# Exercise:
Check each line of the data for "Write" and select those that have it.
::: Available records
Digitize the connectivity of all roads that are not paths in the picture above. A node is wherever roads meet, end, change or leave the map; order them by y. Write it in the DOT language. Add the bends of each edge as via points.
::::::
::: Available records
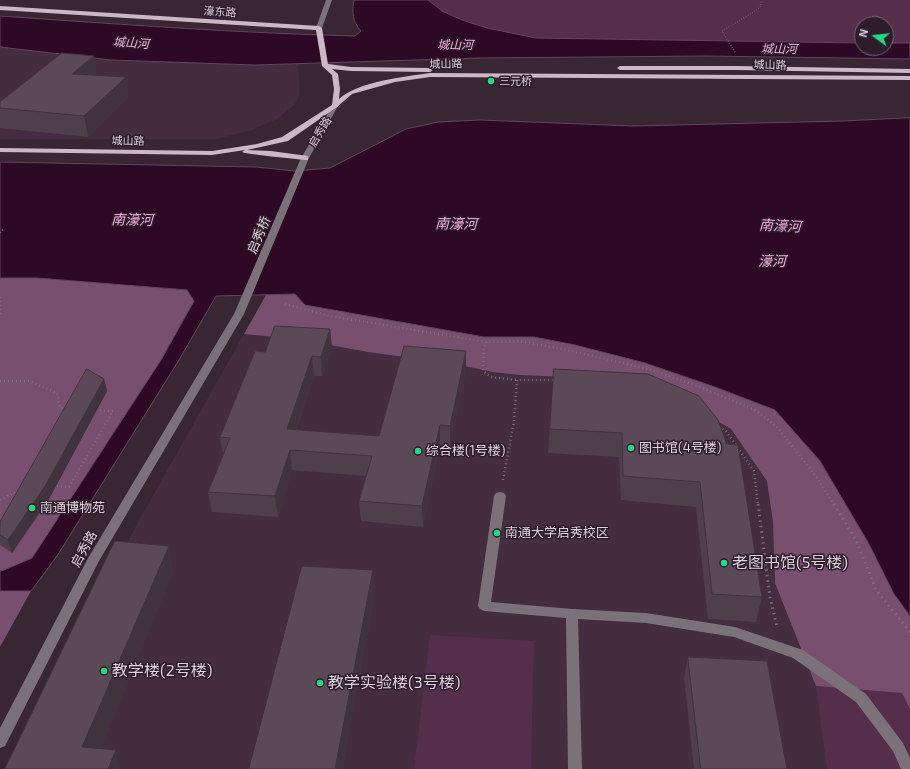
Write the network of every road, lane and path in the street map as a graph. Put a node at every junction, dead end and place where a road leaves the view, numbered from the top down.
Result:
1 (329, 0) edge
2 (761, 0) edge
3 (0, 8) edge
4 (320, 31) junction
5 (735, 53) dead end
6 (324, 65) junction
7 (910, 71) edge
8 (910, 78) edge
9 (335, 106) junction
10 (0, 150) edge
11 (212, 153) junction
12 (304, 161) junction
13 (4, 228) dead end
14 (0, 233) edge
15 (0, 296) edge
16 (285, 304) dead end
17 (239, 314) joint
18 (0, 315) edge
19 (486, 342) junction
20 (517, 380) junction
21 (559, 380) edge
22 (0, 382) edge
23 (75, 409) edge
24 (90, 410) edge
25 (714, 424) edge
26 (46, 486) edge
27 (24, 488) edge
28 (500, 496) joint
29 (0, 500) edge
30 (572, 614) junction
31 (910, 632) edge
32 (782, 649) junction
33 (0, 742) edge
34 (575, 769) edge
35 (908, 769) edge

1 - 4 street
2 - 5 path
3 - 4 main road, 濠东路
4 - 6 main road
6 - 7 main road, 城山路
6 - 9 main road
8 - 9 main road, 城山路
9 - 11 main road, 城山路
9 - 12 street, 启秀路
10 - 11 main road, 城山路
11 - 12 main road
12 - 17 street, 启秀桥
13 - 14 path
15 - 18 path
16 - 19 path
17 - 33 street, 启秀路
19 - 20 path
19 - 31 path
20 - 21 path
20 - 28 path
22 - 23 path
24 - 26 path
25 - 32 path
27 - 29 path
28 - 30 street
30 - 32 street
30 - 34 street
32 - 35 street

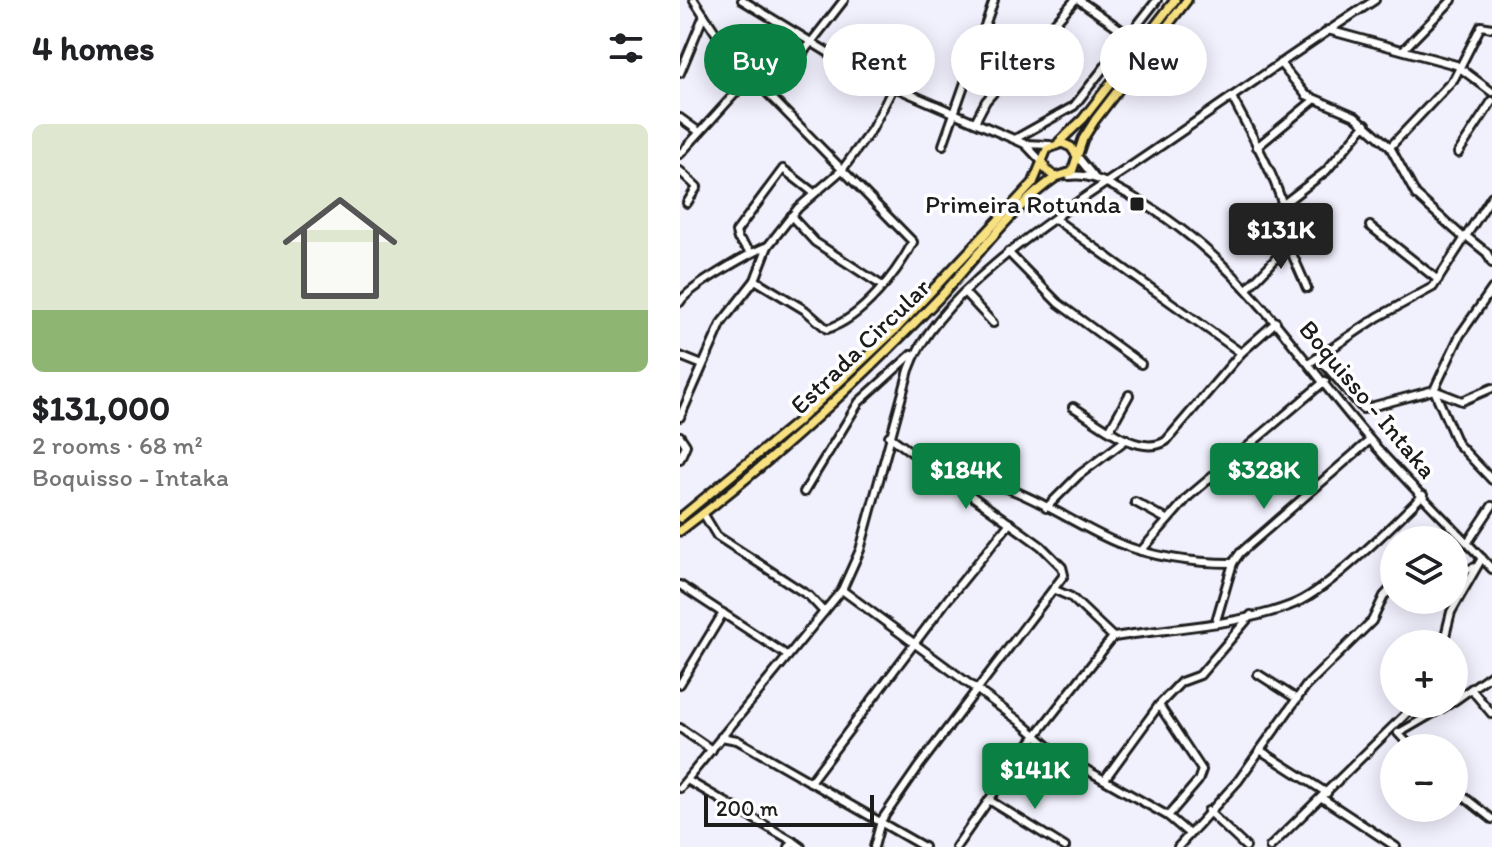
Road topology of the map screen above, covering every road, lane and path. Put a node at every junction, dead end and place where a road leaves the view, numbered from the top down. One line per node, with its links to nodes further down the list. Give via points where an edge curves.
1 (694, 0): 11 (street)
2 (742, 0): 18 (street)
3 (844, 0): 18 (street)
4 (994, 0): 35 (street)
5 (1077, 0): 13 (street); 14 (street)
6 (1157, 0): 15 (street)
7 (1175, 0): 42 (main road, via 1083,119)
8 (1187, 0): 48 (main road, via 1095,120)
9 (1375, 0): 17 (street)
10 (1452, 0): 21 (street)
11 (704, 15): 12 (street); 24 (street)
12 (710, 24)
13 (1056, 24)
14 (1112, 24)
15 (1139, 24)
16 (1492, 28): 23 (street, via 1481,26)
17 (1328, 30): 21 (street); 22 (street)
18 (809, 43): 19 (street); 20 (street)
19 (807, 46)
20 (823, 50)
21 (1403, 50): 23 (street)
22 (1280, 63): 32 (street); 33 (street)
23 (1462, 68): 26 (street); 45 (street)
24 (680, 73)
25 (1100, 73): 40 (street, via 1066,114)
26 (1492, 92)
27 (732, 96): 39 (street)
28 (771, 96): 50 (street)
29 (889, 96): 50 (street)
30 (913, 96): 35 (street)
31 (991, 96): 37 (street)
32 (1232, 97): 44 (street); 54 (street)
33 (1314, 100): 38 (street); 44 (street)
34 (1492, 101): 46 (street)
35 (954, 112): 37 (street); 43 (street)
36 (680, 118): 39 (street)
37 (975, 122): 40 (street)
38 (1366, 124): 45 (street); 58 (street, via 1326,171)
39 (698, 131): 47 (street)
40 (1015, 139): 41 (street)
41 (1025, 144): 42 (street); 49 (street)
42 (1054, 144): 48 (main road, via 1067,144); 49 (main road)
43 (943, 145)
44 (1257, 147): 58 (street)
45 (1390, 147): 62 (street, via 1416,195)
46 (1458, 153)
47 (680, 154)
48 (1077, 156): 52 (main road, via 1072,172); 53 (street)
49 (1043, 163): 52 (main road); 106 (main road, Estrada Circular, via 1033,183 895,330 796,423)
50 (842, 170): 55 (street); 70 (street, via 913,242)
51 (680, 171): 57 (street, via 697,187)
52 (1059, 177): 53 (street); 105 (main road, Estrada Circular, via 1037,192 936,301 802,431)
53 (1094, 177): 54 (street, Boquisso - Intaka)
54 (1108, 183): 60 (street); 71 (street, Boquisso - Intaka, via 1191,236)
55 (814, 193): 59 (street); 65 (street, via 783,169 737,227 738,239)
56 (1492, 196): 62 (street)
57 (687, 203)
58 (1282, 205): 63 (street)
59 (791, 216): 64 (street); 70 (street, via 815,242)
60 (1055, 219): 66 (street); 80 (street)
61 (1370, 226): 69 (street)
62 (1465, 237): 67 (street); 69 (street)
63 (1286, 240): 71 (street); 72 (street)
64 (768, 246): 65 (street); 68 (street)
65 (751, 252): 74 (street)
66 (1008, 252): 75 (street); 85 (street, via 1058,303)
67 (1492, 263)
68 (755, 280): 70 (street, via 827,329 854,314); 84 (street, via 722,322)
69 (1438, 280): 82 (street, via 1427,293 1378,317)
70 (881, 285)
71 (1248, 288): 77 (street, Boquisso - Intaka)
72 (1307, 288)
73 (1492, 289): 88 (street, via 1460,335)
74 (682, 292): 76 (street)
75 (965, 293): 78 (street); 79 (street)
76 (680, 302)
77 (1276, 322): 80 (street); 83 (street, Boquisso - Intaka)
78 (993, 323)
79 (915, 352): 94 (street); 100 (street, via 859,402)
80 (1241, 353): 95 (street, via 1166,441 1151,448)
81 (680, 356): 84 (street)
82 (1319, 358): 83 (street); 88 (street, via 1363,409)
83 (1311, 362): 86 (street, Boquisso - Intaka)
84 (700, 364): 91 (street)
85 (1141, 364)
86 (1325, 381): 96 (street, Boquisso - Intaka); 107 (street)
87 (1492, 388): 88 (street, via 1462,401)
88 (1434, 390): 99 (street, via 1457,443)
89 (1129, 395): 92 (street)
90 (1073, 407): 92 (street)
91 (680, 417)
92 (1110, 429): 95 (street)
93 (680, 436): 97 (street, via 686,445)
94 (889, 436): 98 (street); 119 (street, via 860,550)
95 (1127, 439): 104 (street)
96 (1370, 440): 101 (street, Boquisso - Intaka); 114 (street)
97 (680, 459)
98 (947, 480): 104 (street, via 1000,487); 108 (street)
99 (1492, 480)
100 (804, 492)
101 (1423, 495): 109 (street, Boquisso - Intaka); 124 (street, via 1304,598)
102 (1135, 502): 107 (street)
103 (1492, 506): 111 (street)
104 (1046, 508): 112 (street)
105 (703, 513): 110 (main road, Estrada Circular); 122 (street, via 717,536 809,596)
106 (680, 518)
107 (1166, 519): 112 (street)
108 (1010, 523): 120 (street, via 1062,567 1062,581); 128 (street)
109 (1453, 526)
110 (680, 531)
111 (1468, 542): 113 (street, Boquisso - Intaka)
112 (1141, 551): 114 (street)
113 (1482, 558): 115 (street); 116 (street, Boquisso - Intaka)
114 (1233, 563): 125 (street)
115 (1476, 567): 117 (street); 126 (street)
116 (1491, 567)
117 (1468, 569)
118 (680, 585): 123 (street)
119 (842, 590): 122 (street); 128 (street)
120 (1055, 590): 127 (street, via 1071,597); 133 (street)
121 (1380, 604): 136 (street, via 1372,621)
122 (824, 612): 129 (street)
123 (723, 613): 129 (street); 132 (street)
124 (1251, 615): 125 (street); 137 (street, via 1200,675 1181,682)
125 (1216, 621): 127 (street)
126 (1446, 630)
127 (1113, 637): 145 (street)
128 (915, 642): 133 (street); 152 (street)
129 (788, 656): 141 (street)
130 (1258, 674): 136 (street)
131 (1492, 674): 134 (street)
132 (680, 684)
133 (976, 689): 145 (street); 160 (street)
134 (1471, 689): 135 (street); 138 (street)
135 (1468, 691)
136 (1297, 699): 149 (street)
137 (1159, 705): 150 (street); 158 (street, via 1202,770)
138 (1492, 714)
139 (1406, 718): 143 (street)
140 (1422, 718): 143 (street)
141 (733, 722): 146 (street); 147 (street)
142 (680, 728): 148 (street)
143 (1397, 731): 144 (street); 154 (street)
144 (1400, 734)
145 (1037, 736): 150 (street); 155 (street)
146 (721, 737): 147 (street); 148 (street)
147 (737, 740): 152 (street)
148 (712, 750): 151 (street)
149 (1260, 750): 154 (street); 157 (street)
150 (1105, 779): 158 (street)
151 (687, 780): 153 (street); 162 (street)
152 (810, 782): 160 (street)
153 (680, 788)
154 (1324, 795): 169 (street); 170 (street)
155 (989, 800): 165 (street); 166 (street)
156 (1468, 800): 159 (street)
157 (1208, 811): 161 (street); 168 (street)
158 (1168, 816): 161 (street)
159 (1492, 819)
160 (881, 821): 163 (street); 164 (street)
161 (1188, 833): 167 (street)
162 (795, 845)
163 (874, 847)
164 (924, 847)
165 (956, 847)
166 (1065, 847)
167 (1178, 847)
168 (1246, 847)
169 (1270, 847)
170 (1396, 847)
::::::
# Response box:
Digitize the connectivity of all roads that are not paths in the picture above. A node is wherever roads meet, end, change or leave the map; order them by y. Write it in the DOT language. Add the bends of each edge as via points.
Write the network of every road, lane and path in the street map as a graph. Put a node at every junction, dead end and place where a road leaves the view, numbered from the top down.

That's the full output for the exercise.